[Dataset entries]
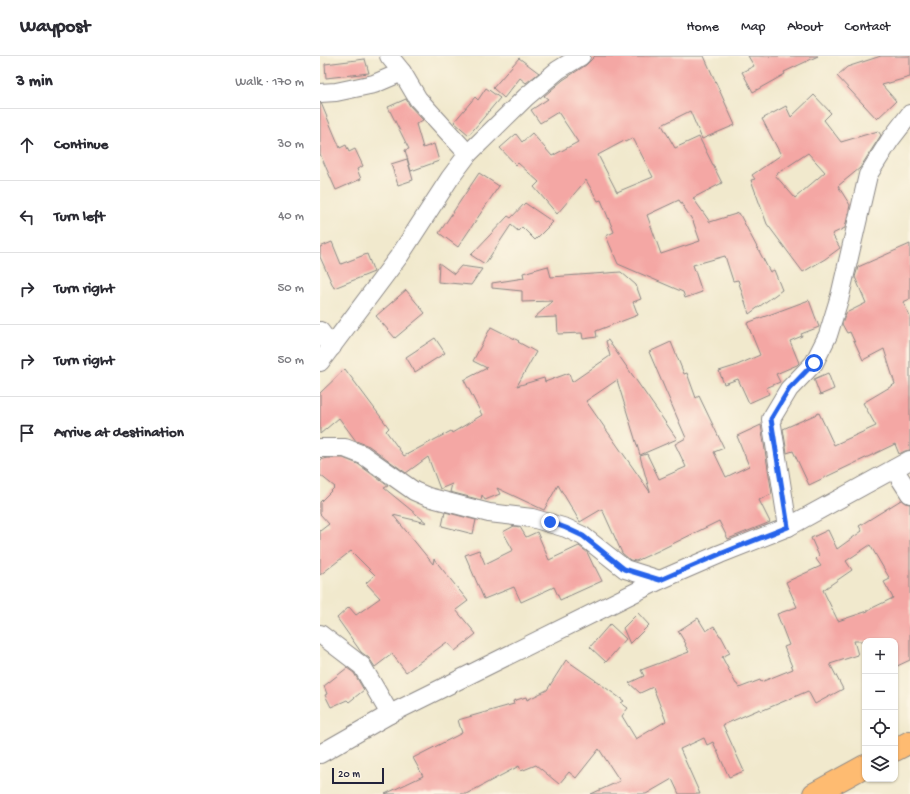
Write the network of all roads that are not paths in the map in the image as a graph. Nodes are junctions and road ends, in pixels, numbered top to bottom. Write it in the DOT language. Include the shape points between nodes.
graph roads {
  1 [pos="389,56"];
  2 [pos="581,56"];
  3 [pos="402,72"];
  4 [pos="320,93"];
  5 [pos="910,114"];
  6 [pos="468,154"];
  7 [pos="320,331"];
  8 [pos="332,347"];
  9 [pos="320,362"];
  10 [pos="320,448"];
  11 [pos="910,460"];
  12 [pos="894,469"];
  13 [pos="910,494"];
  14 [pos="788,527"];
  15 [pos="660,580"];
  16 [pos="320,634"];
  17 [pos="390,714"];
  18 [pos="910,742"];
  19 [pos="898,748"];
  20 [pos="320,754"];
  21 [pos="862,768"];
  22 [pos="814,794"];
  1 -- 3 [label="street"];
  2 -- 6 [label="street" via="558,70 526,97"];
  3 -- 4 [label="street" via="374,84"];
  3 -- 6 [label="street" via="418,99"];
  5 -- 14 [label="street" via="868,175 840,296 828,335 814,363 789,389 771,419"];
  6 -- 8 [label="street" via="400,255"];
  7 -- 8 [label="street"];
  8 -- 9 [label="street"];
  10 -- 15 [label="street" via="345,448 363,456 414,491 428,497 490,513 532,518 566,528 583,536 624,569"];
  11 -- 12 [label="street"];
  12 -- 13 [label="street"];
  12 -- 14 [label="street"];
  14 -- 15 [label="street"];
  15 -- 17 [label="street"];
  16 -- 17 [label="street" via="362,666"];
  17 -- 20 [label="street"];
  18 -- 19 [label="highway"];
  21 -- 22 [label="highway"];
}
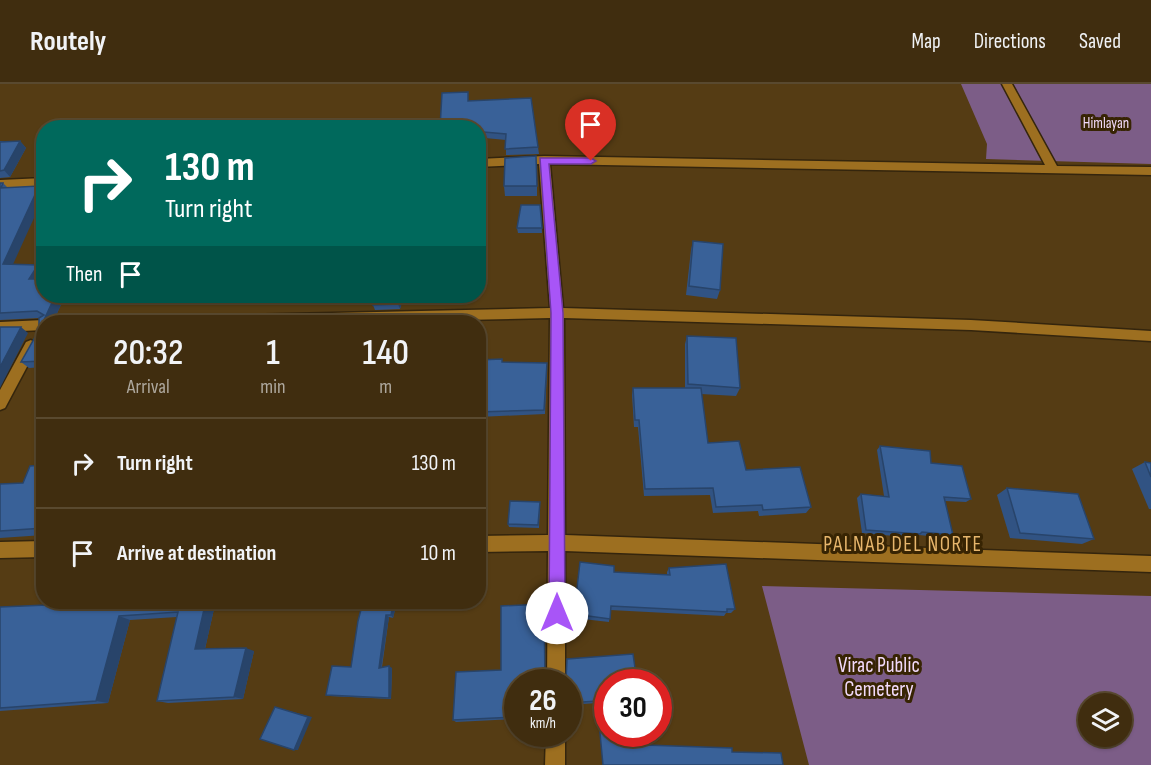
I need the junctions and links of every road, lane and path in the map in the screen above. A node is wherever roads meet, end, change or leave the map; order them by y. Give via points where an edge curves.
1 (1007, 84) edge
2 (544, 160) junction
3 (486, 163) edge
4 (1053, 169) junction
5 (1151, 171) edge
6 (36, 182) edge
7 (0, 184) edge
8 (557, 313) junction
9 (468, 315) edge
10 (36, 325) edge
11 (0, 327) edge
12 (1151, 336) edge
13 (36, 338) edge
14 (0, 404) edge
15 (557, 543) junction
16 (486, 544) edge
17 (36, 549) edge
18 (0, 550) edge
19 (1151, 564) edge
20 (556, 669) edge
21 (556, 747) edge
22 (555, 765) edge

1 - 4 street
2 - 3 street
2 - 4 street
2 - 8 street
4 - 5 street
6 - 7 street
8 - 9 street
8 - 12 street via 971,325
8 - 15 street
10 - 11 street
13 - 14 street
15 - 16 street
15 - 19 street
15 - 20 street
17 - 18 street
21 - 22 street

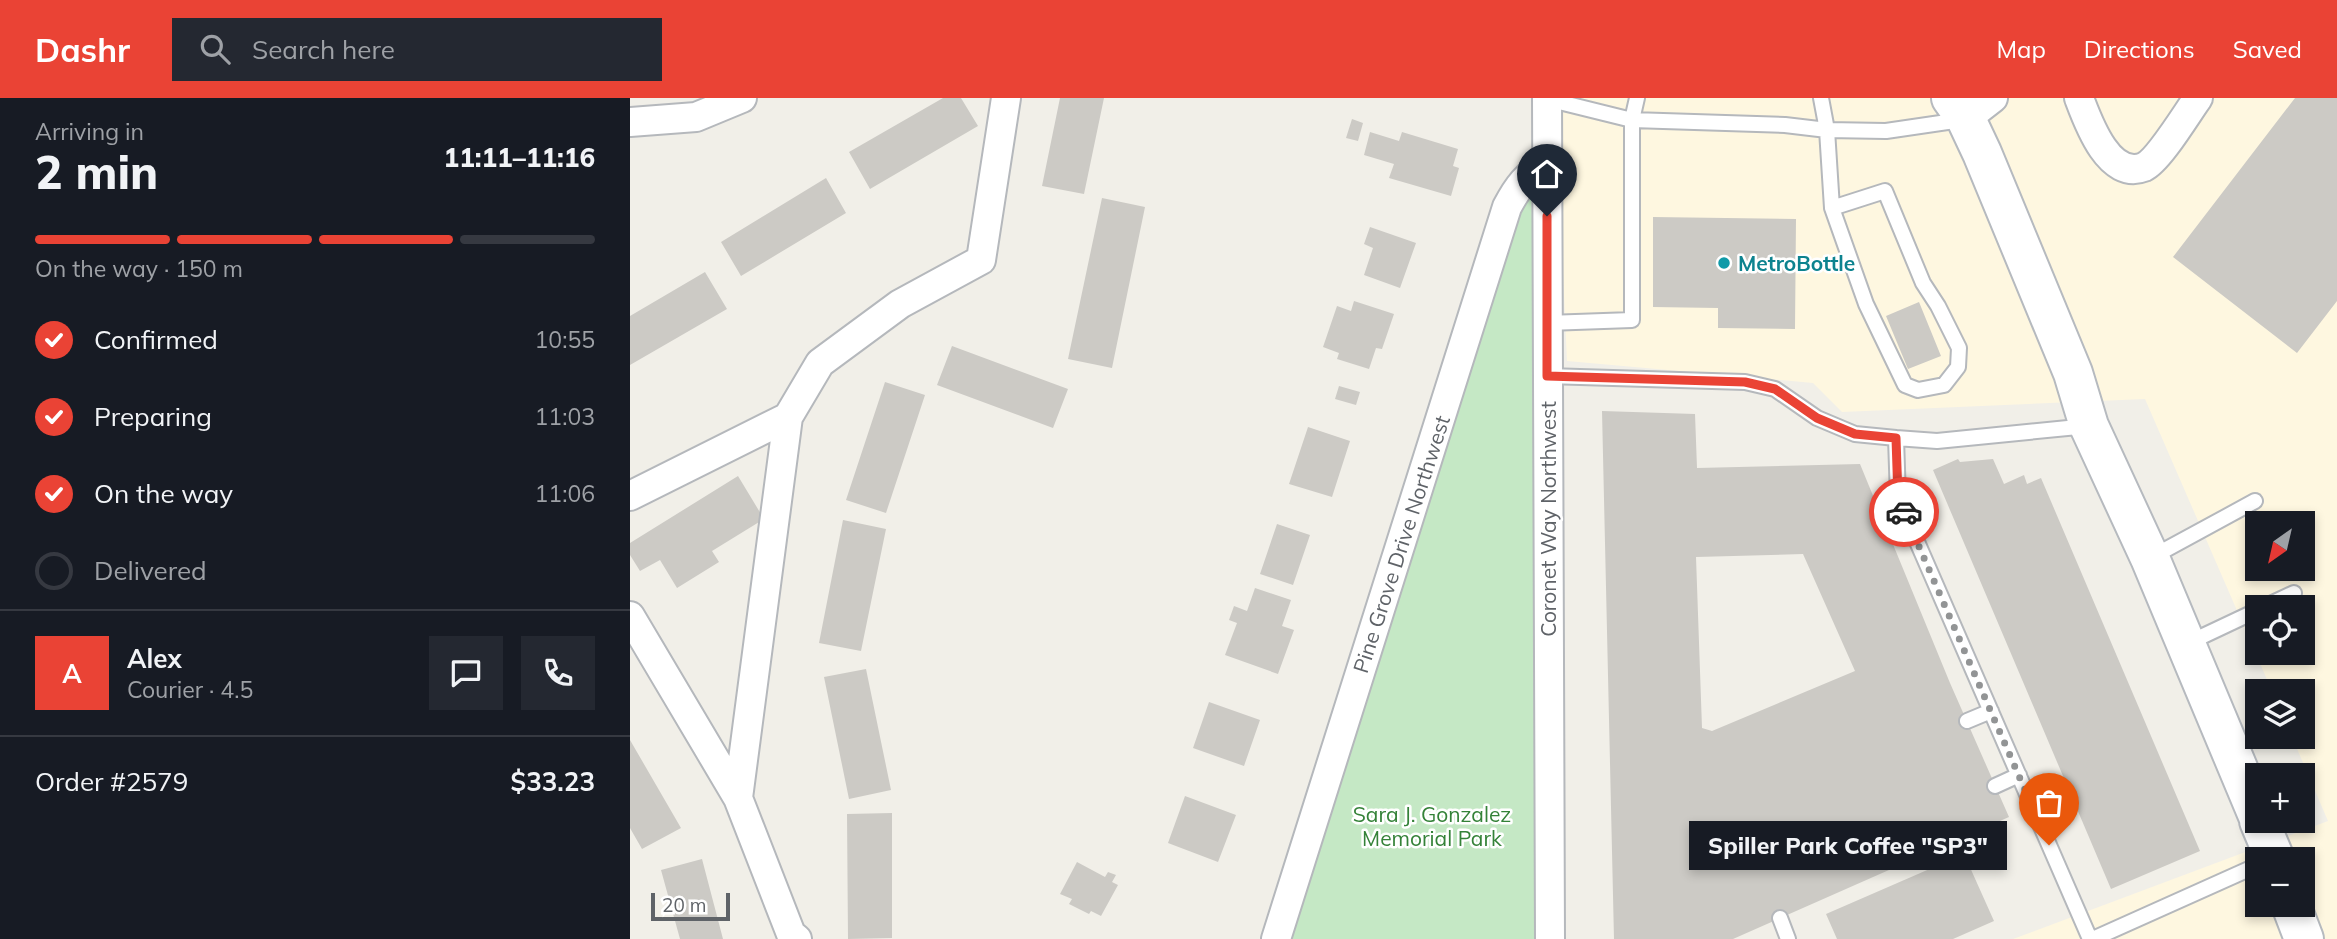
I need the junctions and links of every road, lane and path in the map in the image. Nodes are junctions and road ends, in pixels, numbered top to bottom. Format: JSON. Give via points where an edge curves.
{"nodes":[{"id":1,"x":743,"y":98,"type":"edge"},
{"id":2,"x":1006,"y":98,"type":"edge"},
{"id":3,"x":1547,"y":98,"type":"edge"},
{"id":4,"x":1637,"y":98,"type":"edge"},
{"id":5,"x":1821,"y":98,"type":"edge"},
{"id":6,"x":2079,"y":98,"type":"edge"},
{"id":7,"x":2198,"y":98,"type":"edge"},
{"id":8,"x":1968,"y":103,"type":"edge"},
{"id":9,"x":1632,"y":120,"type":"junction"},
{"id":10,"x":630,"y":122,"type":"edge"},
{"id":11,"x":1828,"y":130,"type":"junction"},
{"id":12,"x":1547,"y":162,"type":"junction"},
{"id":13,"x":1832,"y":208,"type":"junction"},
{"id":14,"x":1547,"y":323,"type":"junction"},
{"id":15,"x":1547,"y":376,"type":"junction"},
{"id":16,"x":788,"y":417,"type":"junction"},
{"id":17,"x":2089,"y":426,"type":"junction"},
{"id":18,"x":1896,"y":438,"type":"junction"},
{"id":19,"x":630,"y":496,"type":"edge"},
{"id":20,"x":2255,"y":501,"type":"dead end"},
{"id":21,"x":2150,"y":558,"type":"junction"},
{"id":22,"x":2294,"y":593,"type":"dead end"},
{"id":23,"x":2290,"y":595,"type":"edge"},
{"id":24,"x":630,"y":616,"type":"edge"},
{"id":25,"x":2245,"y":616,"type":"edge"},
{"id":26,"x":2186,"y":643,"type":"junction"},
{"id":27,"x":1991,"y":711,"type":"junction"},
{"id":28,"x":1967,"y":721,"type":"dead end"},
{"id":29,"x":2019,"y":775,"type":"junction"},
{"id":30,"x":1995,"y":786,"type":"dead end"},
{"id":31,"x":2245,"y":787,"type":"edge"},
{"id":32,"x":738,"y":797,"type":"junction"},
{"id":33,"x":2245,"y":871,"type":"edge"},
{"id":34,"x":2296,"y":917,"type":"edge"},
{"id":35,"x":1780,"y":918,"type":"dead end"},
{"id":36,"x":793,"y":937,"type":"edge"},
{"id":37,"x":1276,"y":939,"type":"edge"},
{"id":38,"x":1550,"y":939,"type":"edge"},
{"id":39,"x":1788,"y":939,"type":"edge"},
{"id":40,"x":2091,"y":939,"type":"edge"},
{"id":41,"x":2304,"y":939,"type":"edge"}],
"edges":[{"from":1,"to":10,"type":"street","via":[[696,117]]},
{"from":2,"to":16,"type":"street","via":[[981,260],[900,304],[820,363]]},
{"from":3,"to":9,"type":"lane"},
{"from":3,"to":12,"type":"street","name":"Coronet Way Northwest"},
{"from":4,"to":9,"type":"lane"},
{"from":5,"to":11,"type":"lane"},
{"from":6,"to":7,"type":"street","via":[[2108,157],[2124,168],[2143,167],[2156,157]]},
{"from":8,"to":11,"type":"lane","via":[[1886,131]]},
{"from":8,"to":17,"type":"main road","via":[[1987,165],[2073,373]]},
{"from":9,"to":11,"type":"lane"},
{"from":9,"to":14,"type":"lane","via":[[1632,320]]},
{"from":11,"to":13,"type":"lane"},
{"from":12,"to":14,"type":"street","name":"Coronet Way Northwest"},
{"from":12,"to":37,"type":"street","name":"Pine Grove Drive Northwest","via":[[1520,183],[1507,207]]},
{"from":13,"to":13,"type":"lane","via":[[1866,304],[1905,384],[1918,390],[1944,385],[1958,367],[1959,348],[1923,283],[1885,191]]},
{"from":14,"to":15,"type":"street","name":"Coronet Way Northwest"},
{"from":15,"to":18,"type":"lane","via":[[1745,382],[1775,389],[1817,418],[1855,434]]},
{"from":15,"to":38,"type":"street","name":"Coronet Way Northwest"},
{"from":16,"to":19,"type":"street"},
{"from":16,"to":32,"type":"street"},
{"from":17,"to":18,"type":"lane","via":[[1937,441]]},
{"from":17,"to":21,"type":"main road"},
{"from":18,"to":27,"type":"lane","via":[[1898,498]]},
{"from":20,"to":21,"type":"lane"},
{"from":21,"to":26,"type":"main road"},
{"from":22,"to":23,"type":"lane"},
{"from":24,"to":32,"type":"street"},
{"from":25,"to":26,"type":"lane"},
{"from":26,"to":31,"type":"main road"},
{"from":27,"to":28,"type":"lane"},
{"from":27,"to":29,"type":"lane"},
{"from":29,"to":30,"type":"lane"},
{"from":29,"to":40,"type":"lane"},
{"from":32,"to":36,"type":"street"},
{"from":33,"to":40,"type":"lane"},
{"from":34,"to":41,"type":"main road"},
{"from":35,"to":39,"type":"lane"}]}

• **Exercise details**:
Return, from the data, each line that has the word "every" in it.

• **Task solution**:
I need the junctions and links of every road, lane and path in the map in the screen above. A node is wherever roads meet, end, change or leave the map; order them by y. Give via points where an edge curves.
I need the junctions and links of every road, lane and path in the map in the image. Nodes are junctions and road ends, in pixels, numbered top to bottom. Format: JSON. Give via points where an edge curves.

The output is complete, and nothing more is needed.